## Task item
For the listing below, count the lines that contain "node" and report only the number.

## Records provided
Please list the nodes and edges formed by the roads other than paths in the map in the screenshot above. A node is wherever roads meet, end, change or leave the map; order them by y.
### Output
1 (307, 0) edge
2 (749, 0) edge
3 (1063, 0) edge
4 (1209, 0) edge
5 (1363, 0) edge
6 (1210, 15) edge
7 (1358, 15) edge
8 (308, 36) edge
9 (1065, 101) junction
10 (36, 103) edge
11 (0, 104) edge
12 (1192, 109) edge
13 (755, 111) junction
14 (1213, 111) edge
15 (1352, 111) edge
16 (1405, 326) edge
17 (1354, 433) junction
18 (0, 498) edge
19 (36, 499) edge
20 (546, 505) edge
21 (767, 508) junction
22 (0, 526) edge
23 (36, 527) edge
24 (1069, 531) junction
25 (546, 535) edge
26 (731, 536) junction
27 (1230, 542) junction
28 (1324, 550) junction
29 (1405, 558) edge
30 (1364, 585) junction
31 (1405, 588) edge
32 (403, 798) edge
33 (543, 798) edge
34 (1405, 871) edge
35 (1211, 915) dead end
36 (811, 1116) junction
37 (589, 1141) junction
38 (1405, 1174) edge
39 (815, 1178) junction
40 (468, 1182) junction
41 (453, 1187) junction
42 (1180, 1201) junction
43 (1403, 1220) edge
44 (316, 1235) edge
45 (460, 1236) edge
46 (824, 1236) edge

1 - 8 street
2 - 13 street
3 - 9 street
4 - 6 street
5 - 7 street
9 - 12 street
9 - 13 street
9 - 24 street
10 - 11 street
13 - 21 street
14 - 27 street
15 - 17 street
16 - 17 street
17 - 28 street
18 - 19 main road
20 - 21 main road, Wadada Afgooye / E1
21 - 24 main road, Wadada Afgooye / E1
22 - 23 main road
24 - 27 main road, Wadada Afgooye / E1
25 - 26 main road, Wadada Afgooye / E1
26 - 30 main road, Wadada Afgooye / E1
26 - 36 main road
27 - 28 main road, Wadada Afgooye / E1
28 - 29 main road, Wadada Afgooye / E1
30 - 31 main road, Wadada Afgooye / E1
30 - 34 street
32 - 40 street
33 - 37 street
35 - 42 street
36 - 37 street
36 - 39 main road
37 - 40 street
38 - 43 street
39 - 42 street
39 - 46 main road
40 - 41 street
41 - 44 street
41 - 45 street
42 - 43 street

...

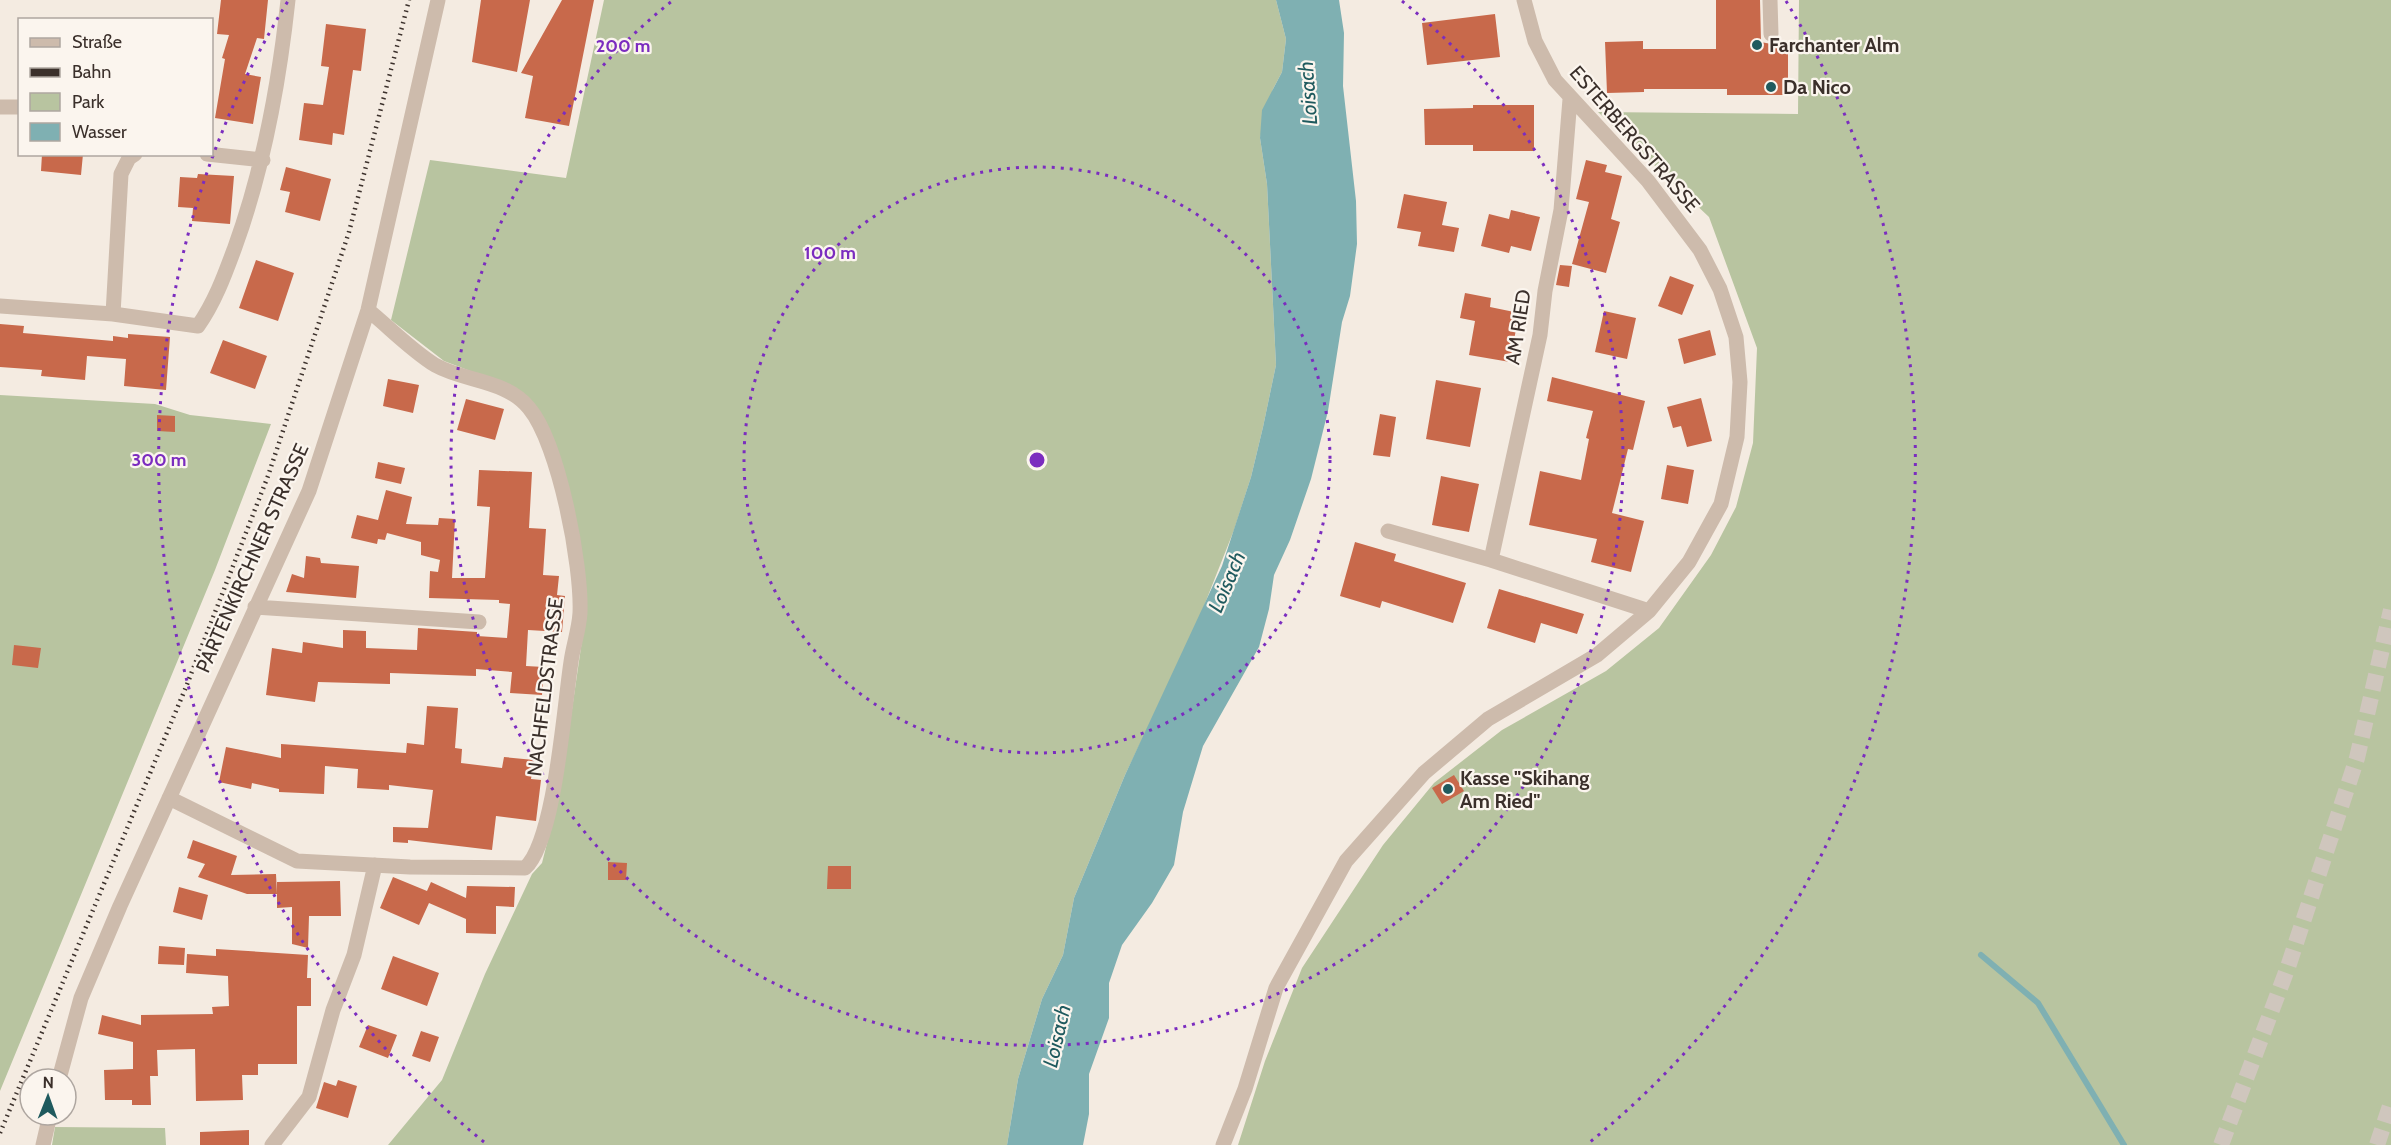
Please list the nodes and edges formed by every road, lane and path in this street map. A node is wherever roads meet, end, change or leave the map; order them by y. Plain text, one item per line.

## Written solution
2